Beta amyloid deposition and cognitive decline in Parkinson’s disease: a study of the PPMI cohort
The accumulation of beta amyloid in the brain has a complex and poorly understood impact on the progression of Parkinson’s disease pathology and much controversy remains regarding its role, specifically in cognitive decline symptoms. Some studies have found increased beta amyloid burden is associated with worsening cognitive impairment in Parkinson’s disease, especially in cases where dementia occurs, while other studies failed to replicate this finding. To better understand this relationship, we examined a cohort of 25 idiopathic Parkinson’s disease patients and 30 healthy controls from the Parkinson’s Progression Marker Initiative database.

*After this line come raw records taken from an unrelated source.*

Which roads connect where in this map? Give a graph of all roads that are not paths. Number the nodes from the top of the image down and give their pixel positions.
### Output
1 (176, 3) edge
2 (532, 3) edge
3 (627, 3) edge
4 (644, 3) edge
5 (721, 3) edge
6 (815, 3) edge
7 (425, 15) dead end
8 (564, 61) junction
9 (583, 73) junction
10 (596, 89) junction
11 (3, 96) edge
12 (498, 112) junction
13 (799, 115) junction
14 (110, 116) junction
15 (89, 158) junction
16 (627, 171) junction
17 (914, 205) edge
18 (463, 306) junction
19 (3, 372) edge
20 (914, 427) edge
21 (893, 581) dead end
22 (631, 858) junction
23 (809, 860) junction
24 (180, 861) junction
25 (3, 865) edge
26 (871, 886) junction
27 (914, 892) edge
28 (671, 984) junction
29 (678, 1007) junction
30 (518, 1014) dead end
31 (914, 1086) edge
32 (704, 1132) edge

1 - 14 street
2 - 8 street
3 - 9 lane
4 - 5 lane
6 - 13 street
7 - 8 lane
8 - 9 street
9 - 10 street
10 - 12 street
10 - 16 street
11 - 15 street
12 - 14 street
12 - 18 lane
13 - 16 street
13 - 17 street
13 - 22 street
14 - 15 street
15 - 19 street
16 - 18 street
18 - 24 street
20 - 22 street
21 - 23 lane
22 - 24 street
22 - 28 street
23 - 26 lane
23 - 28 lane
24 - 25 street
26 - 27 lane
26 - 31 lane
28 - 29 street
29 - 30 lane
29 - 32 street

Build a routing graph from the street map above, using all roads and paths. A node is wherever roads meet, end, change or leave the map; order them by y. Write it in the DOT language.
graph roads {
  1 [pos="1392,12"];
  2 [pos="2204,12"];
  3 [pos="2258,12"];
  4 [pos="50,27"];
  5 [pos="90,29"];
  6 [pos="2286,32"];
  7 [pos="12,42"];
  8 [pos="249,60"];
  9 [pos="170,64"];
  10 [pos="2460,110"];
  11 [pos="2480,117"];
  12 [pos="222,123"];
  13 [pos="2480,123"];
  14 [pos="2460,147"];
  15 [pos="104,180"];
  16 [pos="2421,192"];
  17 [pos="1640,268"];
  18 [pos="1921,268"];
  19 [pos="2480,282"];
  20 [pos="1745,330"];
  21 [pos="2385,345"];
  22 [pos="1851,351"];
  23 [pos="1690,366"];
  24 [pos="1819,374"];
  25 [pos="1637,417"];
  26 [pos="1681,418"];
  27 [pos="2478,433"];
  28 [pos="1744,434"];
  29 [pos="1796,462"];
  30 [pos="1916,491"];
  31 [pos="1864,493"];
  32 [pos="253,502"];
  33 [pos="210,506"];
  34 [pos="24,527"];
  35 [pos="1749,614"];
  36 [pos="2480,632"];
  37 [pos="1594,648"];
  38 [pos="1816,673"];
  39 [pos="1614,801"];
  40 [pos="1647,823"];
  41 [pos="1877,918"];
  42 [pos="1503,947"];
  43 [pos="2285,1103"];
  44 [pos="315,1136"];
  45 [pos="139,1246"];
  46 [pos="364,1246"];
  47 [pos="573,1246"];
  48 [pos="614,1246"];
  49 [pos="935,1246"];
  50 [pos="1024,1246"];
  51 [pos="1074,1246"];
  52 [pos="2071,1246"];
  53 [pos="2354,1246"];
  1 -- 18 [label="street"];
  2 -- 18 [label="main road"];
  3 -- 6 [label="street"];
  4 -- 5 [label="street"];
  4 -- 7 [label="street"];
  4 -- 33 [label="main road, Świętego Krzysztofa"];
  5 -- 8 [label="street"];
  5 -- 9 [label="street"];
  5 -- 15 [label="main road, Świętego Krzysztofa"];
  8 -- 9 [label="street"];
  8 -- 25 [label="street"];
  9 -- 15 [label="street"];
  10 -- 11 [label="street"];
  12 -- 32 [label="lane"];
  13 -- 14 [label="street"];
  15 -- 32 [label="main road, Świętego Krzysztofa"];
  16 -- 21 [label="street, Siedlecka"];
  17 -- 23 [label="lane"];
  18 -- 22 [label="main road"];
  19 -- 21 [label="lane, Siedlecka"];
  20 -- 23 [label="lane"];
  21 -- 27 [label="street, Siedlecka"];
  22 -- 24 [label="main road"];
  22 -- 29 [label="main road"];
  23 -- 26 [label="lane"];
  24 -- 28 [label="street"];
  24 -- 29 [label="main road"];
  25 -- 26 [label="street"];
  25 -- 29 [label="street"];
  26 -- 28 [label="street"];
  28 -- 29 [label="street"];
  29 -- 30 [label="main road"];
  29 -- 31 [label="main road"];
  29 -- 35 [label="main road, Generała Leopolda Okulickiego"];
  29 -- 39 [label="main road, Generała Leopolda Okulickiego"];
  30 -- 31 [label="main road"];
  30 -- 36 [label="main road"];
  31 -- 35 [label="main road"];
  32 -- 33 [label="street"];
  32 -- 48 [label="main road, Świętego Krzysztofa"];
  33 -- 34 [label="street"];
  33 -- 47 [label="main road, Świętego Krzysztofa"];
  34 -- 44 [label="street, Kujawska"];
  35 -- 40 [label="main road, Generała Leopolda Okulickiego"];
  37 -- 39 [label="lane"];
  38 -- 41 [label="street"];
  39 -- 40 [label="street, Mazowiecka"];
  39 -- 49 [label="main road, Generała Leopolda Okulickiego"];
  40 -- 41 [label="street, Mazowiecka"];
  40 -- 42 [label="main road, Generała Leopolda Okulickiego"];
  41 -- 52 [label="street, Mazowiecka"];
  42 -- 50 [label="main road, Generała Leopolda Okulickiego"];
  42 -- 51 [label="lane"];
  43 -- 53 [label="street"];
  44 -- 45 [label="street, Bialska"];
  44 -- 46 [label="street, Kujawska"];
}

These participants underwent [ 18 F]Florbetaben positron emission tomography scans to quantify beta amyloid deposition in 20 cortical regions. We then analyzed this beta amyloid data alongside the longitudinal Montreal Cognitive Assessment scores across 3 years to see how participant’s baseline beta amyloid levels affected their cognitive scores prospectively. The first analysis we performed with these data was a hierarchical cluster analysis to help identify brain regions that shared similarity. We found that beta amyloid clusters differently in Parkinson’s disease patients compared to healthy controls. In the Parkinson’s disease group, increased beta amyloid burden in cluster 2 was associated with worse cognitive ability, compared to deposition in clusters 1 or 3. We also performed a stepwise linear regression where we found an adjusted R 2 of 0.495 (49.5%) in a model explaining the Parkinson’s disease group’s Montreal Cognitive Assessment score 1-year post-scan, encompassing the left gyrus rectus, the left anterior cingulate cortex, and the right parietal cortex. Taken together, these results suggest regional beta amyloid deposition alone has a moderate effect on predicting future cognitive decline in Parkinson’s disease patients. The patchwork effect of beta amyloid deposition on cognitive ability may be part of what separates cognitive impairment from cognitive sparing in Parkinson’s disease. Thus, we suggest it would be more useful to measure beta amyloid burden in specific brain regions rather than using a whole-brain global beta amyloid composite score and use this information as a tool for determining which Parkinson’s disease patients are most at risk for future cognitive decline.